- _TASK GOAL_
Below are the records; copy out every line that holds the word "than".

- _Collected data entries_

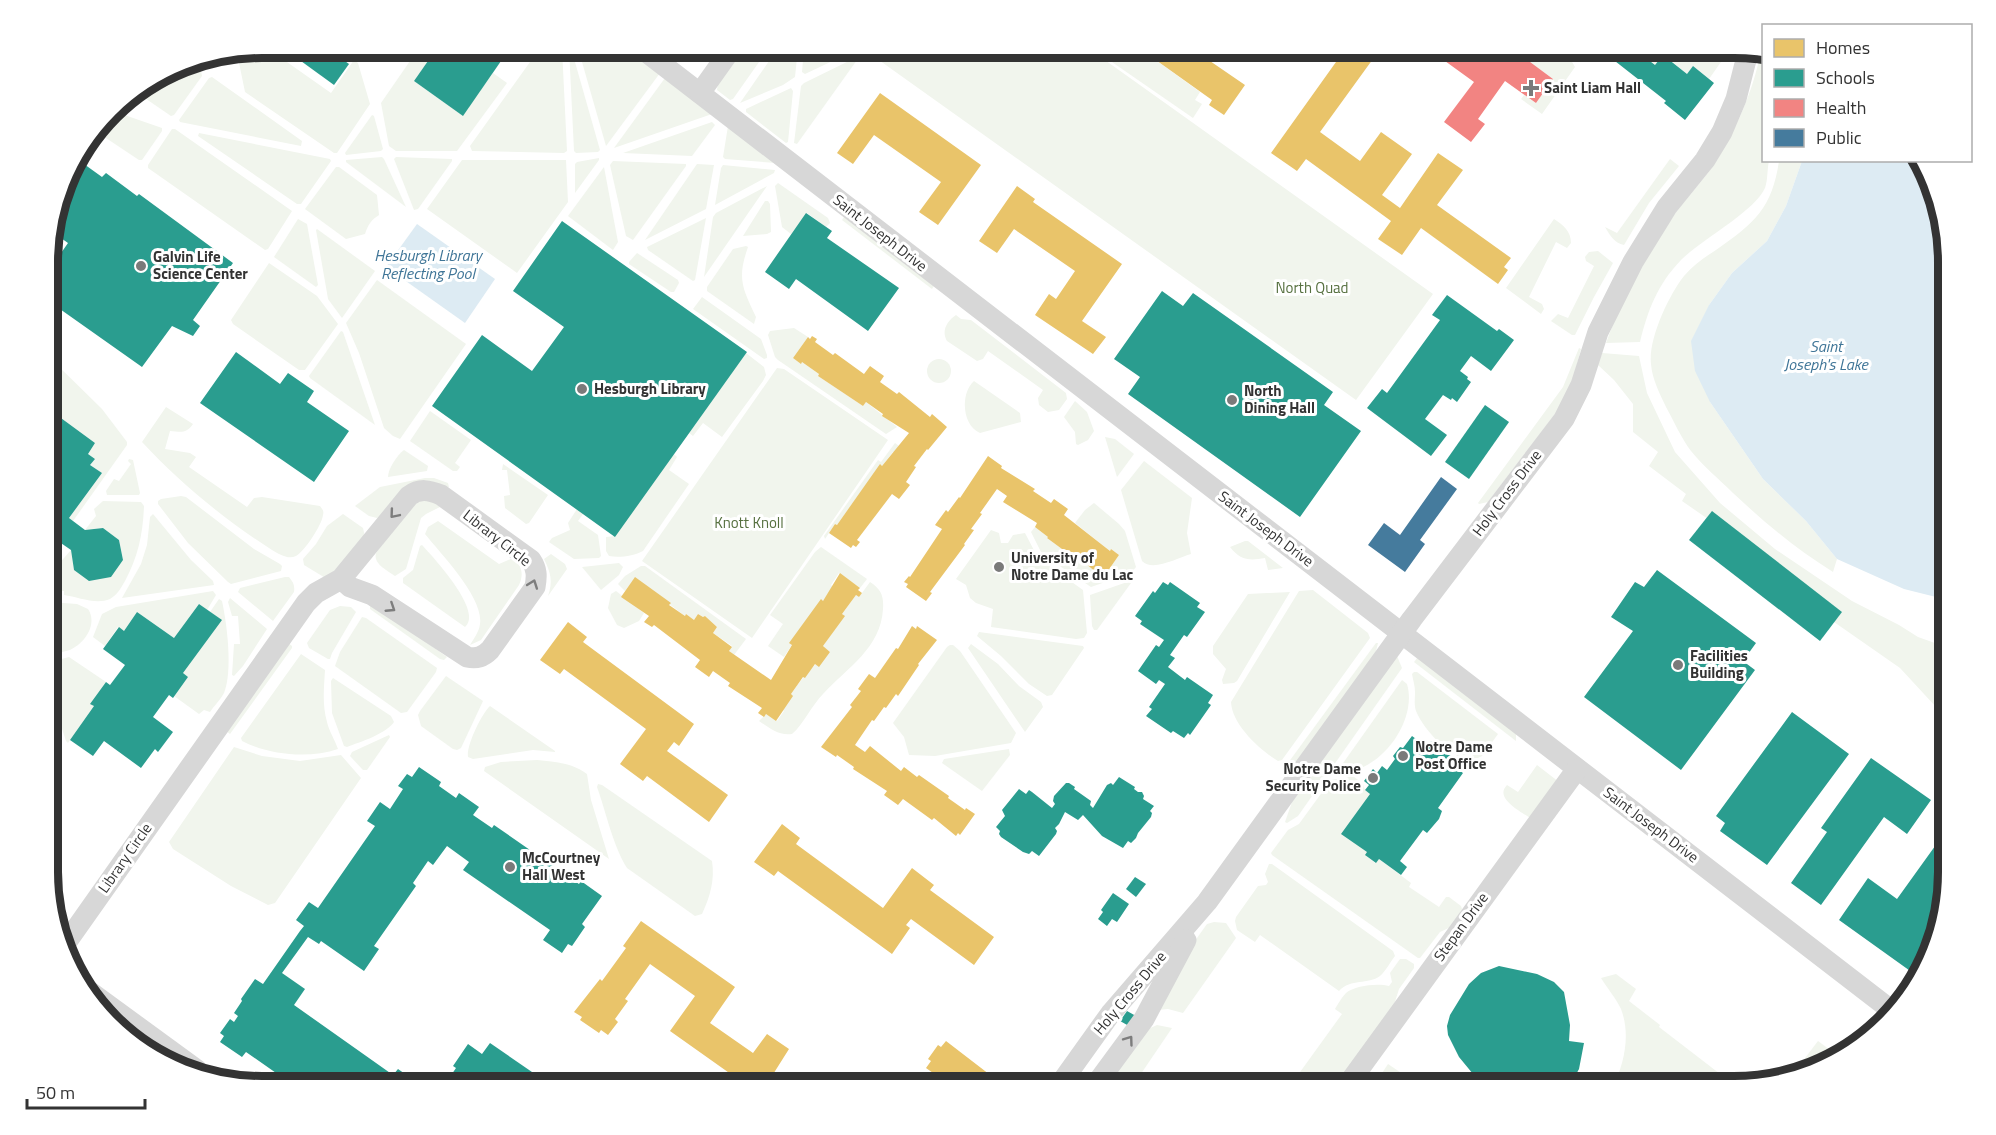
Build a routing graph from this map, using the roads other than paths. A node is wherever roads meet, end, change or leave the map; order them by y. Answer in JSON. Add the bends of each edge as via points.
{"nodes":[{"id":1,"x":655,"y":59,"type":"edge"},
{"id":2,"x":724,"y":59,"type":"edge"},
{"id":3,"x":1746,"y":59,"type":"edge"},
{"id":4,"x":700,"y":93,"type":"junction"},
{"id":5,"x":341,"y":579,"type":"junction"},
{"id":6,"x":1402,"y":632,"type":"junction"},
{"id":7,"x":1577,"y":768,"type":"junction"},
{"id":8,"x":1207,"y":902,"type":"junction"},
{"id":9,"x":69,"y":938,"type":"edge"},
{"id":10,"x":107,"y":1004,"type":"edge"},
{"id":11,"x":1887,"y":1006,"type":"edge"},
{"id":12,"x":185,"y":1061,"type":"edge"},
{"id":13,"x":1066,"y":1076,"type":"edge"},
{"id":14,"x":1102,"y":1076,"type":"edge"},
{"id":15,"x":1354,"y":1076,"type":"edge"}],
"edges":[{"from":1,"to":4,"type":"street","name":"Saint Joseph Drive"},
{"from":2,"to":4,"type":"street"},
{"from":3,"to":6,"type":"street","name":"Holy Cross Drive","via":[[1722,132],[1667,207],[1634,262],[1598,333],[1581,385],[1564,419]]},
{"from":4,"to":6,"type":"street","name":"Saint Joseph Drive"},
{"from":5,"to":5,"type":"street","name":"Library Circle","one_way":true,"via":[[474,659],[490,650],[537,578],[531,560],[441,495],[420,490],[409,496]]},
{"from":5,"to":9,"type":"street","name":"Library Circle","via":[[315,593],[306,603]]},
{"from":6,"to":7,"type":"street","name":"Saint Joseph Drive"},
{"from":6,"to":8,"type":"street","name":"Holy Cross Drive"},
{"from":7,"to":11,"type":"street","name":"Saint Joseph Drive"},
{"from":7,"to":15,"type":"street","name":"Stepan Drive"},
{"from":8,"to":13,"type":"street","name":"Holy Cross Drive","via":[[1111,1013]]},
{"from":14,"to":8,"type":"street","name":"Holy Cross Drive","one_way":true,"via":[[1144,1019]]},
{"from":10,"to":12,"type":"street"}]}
---
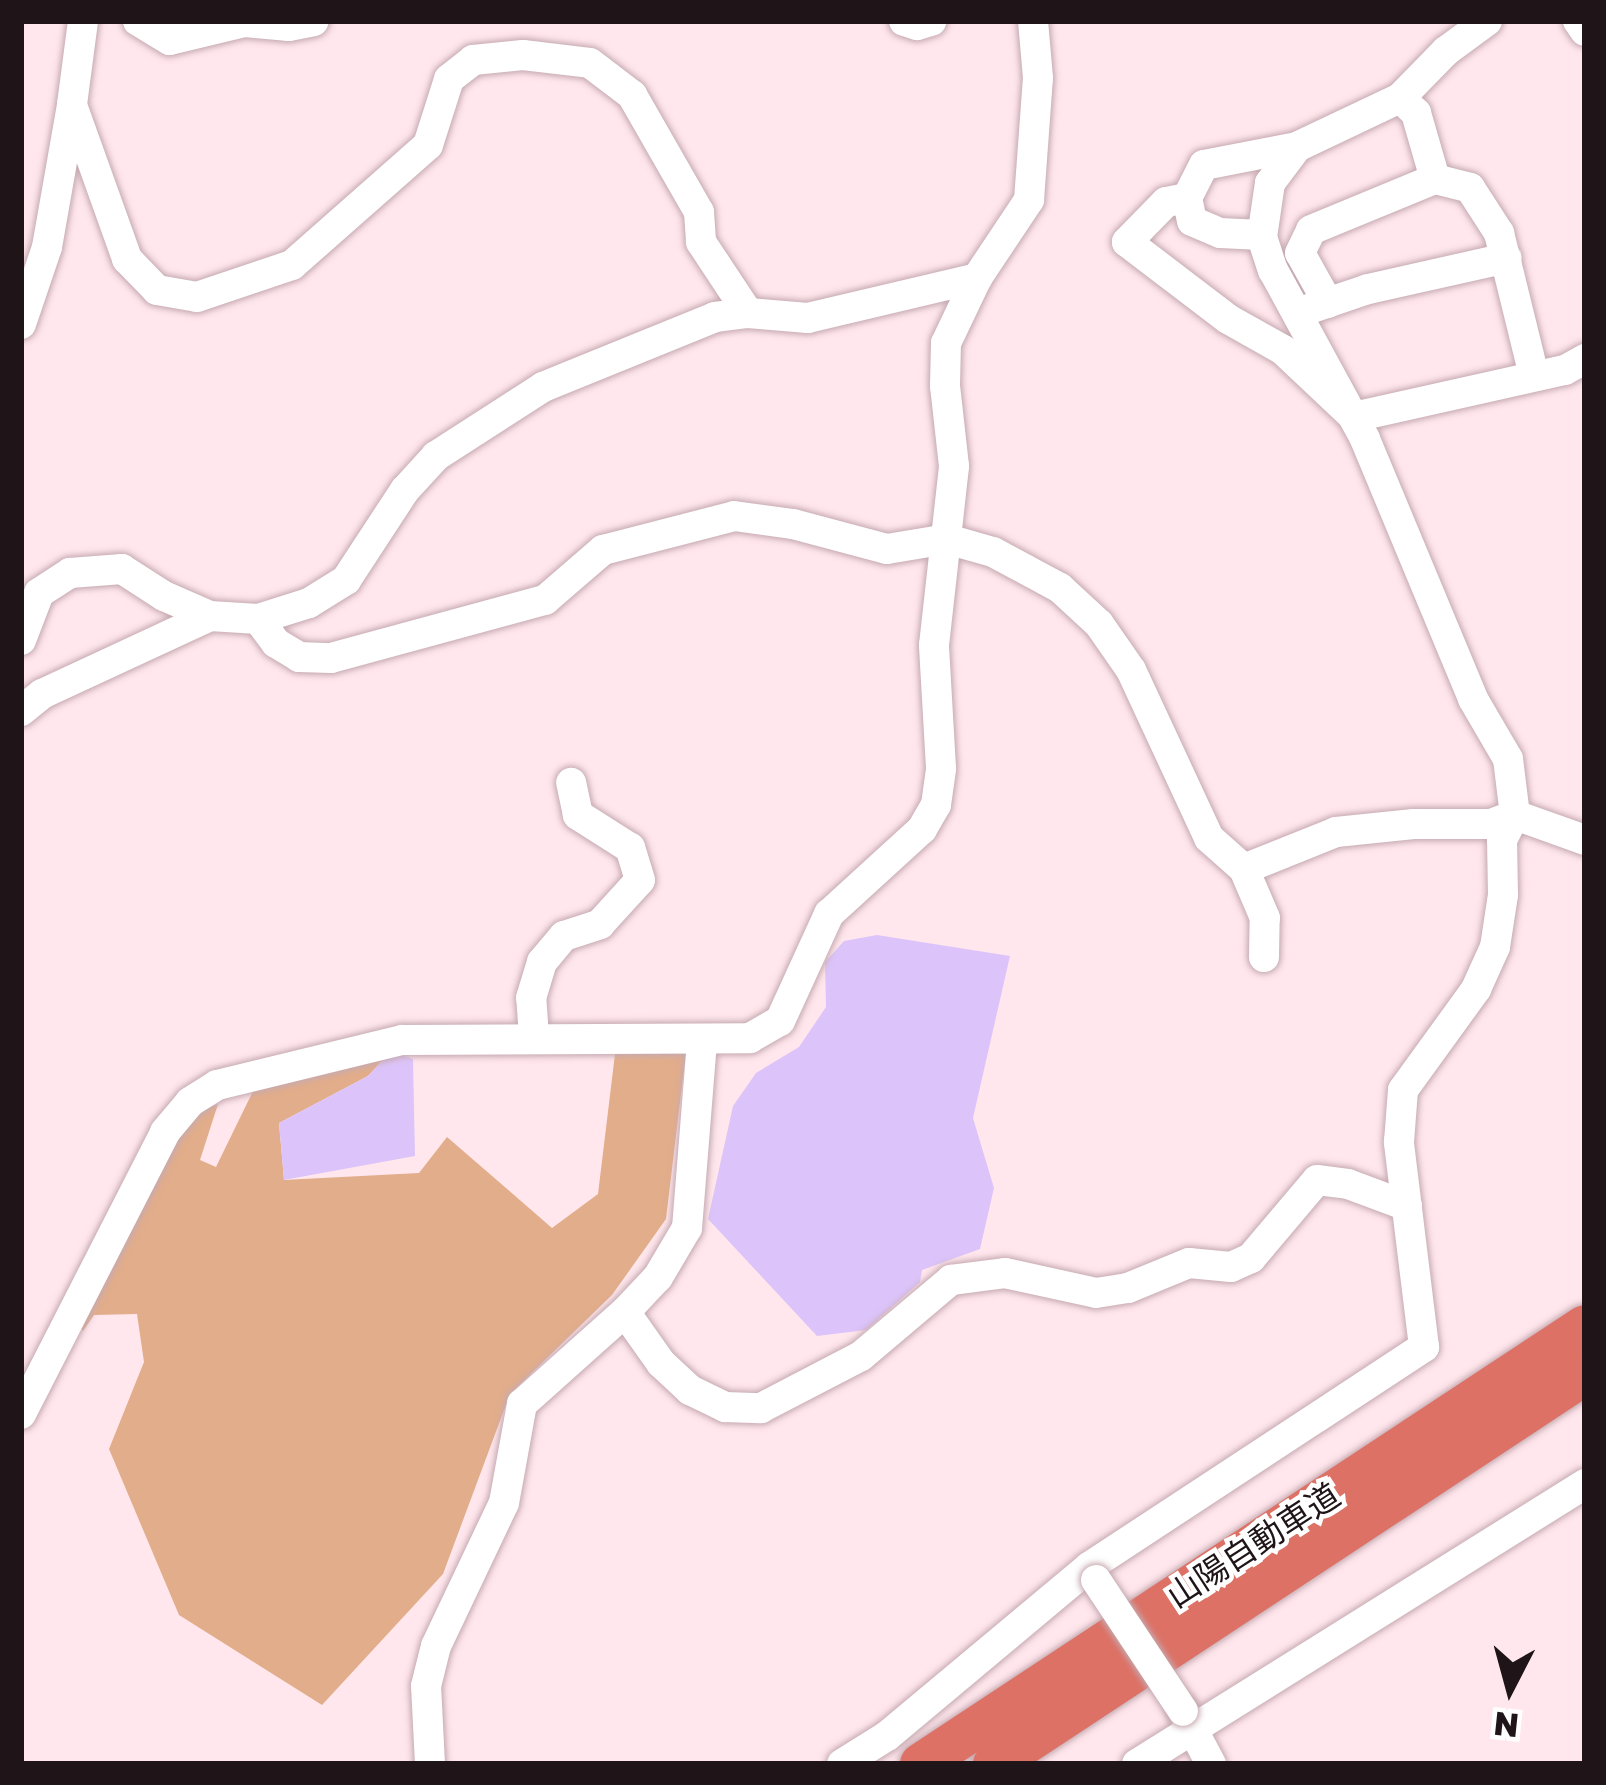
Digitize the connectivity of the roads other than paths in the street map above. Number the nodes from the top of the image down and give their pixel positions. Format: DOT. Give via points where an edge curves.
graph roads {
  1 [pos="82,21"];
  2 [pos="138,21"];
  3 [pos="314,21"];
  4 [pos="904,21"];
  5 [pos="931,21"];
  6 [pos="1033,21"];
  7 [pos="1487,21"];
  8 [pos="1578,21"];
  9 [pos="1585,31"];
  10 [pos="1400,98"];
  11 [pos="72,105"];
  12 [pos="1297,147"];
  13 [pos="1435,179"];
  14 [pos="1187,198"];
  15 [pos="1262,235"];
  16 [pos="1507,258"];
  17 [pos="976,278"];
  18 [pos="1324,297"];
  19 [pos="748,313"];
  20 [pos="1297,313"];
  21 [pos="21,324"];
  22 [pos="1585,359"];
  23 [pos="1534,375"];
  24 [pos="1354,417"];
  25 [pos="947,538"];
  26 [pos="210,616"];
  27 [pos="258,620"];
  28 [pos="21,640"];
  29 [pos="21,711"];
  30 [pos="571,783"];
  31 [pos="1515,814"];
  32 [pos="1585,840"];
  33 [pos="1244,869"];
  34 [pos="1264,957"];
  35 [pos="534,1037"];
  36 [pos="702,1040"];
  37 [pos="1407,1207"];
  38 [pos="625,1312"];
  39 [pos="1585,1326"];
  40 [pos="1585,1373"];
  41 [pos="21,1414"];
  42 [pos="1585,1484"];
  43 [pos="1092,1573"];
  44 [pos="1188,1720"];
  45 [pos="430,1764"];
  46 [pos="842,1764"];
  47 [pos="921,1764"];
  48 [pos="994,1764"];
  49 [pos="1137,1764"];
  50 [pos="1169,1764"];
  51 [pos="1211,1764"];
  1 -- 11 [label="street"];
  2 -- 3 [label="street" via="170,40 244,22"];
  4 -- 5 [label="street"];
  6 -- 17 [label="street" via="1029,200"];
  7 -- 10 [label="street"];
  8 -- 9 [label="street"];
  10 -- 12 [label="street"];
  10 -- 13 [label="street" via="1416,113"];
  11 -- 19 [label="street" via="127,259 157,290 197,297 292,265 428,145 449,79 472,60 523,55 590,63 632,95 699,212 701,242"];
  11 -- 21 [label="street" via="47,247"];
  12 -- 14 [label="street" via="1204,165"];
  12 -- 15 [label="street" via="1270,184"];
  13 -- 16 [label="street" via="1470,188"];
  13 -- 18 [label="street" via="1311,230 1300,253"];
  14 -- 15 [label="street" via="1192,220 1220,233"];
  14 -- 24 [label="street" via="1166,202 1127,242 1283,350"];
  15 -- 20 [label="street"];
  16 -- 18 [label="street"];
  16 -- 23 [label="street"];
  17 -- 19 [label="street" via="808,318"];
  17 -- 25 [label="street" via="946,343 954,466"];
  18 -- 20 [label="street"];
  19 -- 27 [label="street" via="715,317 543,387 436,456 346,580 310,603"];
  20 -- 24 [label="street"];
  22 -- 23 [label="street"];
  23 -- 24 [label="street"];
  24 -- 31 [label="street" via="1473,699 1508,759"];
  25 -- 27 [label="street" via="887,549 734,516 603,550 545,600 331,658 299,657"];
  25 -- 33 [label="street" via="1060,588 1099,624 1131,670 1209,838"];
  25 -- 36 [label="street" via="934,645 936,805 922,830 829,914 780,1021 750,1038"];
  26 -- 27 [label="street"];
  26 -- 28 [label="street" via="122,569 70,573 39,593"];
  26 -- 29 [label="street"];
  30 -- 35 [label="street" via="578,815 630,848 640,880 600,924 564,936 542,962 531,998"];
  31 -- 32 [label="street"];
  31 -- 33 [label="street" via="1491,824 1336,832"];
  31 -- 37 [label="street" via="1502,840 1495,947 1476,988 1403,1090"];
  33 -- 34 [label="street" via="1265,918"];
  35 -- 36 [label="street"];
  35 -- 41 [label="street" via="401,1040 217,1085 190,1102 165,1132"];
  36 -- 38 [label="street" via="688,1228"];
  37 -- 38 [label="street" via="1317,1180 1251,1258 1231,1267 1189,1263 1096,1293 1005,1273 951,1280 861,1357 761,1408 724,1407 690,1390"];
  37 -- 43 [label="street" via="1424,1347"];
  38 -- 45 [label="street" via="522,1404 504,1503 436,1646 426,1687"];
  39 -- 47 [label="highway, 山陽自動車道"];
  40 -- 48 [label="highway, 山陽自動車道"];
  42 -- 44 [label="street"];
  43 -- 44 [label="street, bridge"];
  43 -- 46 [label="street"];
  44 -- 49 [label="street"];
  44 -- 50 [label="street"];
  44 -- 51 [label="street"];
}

- _COMPLETED EXERCISE_
Build a routing graph from this map, using the roads other than paths. A node is wherever roads meet, end, change or leave the map; order them by y. Answer in JSON. Add the bends of each edge as via points.
Digitize the connectivity of the roads other than paths in the street map above. Number the nodes from the top of the image down and give their pixel positions. Format: DOT. Give via points where an edge curves.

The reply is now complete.